## Task goal
In the entries below, count every line with the string "渋川東吾妻線旧道". State the count and nothing else.

## Data to process

==========

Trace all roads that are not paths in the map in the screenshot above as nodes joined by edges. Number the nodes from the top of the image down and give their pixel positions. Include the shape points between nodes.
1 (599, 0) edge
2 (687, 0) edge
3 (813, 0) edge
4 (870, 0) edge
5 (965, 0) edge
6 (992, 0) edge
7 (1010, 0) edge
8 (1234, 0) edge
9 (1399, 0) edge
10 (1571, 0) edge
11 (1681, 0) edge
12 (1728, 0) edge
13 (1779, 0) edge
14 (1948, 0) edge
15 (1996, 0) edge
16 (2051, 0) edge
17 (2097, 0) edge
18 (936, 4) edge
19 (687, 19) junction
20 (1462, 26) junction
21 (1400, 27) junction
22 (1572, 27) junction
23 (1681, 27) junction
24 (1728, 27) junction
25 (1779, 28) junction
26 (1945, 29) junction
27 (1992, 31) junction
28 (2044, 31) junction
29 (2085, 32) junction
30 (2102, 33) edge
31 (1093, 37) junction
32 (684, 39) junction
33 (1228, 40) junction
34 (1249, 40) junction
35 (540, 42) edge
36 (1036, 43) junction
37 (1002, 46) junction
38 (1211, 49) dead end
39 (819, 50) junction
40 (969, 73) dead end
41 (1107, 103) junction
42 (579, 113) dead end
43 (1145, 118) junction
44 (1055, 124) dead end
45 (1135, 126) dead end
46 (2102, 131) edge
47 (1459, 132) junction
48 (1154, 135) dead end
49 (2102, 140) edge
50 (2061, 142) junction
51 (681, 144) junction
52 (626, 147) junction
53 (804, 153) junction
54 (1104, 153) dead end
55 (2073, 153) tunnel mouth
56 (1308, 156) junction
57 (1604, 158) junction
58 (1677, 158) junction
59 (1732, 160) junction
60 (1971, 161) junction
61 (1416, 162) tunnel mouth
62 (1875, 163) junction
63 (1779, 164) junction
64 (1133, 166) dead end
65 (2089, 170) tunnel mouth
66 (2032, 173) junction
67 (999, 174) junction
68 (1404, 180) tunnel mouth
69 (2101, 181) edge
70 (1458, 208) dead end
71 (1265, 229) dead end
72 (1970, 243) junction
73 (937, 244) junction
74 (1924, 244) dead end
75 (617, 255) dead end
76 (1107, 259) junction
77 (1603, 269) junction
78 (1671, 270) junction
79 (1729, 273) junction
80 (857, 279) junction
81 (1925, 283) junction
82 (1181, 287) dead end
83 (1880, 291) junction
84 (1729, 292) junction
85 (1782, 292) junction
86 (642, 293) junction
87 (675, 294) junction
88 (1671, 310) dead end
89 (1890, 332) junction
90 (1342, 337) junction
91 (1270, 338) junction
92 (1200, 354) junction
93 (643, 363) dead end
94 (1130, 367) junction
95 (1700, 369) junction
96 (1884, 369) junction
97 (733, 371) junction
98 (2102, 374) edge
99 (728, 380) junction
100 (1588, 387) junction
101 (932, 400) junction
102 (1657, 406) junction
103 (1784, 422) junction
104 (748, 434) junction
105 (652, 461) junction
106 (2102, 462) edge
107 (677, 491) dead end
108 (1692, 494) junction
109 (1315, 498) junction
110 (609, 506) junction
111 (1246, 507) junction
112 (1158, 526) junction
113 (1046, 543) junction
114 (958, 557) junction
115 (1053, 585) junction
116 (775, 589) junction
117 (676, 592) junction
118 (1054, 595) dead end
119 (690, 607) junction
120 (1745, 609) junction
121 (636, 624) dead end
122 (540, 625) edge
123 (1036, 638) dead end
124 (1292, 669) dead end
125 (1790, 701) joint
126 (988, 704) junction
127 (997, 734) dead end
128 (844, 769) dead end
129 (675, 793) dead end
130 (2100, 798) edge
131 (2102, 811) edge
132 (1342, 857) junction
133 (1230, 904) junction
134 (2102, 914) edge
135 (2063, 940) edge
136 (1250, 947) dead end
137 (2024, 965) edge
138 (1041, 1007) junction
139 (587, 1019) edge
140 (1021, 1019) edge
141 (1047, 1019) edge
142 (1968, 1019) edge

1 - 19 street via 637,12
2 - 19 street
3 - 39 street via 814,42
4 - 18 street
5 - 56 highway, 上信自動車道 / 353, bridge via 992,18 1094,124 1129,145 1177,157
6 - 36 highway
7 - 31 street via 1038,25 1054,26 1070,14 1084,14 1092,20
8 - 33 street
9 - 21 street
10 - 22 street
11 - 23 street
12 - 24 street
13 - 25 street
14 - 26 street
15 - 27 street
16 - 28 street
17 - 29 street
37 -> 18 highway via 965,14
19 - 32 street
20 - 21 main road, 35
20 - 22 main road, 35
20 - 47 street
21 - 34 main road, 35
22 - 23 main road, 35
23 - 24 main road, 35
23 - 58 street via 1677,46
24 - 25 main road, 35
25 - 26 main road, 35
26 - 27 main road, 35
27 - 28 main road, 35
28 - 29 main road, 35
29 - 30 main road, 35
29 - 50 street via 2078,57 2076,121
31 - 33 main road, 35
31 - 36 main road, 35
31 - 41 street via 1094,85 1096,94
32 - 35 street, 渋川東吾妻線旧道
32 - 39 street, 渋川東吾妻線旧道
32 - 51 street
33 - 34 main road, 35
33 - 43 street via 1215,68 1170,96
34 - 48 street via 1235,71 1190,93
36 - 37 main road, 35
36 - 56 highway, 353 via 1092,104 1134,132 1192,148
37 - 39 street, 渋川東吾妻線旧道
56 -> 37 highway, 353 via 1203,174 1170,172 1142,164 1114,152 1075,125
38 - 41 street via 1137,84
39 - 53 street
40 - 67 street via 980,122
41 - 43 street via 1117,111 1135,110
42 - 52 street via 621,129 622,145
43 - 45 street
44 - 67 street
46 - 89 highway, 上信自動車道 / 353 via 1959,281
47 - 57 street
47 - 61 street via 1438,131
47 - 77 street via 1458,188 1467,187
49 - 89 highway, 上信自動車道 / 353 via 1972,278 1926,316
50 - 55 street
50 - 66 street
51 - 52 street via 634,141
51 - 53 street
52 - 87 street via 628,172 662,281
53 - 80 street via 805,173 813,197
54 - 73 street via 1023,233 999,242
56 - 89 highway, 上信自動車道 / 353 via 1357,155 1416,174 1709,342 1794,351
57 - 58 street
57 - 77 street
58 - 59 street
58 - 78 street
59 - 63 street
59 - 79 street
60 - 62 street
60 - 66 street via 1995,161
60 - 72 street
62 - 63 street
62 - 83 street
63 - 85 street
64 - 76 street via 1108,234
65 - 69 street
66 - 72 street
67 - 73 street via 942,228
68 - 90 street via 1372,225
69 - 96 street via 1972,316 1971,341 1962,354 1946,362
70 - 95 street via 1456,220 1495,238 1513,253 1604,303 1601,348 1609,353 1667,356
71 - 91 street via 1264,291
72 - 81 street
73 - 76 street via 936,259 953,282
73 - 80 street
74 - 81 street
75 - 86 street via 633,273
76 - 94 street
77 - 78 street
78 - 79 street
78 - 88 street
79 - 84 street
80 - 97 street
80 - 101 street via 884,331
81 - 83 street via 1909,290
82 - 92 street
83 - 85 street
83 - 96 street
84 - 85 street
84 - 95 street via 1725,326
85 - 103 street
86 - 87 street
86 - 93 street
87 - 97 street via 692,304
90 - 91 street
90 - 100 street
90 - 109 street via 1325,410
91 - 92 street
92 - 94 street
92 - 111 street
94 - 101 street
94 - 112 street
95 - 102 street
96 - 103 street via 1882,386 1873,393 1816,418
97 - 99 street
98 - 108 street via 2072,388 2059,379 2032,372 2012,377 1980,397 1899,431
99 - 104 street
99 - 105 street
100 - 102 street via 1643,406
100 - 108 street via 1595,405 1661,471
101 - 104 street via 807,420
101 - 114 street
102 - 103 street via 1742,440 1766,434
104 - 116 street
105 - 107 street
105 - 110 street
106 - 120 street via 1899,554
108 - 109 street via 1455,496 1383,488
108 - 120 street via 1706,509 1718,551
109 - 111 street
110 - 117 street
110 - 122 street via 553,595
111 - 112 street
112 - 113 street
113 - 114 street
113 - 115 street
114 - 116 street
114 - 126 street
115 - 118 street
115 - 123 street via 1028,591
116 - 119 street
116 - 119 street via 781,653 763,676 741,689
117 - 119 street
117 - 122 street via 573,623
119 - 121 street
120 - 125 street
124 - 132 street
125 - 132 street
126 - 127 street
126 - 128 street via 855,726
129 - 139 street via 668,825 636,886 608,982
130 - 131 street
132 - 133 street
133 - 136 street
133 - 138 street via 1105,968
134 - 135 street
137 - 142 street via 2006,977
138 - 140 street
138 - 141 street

==========

## Output of the task
3